(Stored data entries)
******
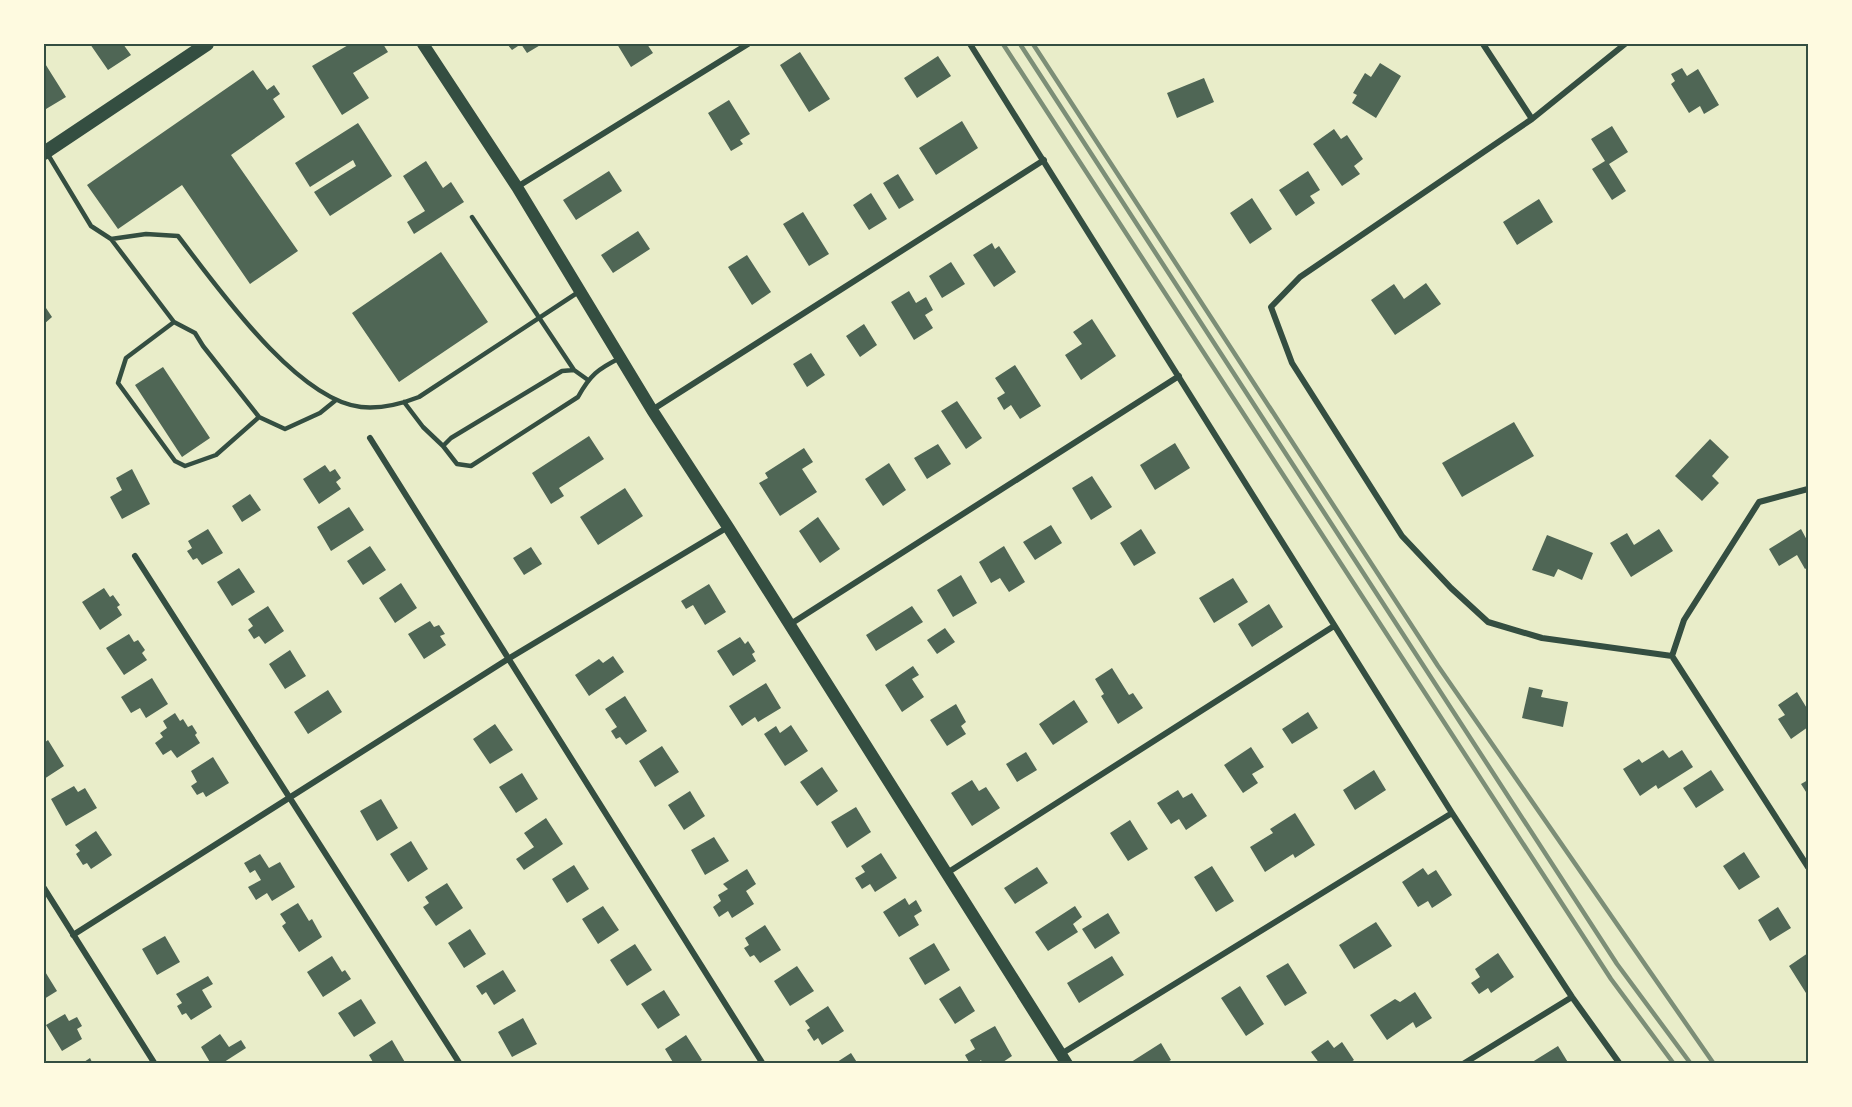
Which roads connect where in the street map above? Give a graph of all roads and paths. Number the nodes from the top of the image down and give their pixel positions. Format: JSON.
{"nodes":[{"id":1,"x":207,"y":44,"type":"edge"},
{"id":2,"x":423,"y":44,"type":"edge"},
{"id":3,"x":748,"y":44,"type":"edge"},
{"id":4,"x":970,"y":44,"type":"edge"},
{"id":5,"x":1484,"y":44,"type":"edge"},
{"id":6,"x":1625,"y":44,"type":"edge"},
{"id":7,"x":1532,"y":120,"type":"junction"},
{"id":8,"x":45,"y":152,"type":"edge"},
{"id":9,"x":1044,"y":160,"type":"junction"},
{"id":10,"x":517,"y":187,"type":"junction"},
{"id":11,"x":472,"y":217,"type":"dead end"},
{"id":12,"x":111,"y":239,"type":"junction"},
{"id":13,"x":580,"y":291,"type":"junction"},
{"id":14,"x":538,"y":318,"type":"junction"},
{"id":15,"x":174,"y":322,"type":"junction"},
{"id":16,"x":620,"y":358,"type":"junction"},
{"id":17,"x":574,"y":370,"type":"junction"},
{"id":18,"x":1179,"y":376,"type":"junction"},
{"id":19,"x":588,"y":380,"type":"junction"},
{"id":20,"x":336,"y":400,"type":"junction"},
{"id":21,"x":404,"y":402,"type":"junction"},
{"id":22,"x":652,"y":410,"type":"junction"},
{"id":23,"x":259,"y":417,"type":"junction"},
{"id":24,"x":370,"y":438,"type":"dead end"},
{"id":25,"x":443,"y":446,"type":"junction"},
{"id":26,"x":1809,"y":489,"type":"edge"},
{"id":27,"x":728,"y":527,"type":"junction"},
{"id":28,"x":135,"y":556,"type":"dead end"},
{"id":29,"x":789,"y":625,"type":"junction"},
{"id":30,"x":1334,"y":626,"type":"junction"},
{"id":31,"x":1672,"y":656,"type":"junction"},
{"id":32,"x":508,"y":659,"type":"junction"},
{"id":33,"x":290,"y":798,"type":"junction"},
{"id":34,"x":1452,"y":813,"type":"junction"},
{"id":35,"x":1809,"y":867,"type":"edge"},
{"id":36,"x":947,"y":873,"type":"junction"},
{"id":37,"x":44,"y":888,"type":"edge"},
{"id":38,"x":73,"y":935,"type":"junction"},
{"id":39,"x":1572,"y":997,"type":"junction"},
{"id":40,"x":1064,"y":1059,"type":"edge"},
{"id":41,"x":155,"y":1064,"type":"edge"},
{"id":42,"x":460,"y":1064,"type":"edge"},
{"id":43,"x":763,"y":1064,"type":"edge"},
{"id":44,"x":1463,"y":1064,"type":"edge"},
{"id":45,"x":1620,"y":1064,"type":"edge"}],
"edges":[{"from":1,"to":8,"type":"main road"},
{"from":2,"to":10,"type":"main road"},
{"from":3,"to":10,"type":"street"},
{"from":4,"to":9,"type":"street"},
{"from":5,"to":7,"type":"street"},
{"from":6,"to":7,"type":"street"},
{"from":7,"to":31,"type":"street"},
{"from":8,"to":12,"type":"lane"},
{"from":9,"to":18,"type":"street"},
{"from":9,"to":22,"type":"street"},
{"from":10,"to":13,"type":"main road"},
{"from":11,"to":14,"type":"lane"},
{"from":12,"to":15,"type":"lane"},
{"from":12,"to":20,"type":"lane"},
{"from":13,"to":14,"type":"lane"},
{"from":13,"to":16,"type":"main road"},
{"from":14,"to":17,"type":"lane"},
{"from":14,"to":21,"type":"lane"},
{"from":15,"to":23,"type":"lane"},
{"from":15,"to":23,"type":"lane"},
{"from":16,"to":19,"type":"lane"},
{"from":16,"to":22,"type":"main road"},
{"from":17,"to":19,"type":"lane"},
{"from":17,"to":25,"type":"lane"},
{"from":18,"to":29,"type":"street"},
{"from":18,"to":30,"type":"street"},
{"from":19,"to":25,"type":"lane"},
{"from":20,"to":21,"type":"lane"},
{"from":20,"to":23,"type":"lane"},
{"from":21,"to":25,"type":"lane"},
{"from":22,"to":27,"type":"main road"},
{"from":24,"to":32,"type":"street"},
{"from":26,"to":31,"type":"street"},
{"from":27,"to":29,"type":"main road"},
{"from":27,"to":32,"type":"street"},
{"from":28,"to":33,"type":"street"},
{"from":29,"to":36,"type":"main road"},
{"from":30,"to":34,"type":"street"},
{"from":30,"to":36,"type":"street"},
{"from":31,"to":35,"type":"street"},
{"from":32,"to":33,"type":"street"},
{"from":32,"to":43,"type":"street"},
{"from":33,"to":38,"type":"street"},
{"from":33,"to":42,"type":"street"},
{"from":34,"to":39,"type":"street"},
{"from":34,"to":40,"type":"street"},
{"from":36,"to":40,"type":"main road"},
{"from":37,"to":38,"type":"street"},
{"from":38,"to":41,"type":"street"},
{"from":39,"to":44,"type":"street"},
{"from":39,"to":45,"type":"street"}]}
******
◆ **Instructions to follow**
Copy each line above that has the word "dead".

◆ **Written response**
{"id":11,"x":472,"y":217,"type":"dead end"},
{"id":24,"x":370,"y":438,"type":"dead end"},
{"id":28,"x":135,"y":556,"type":"dead end"},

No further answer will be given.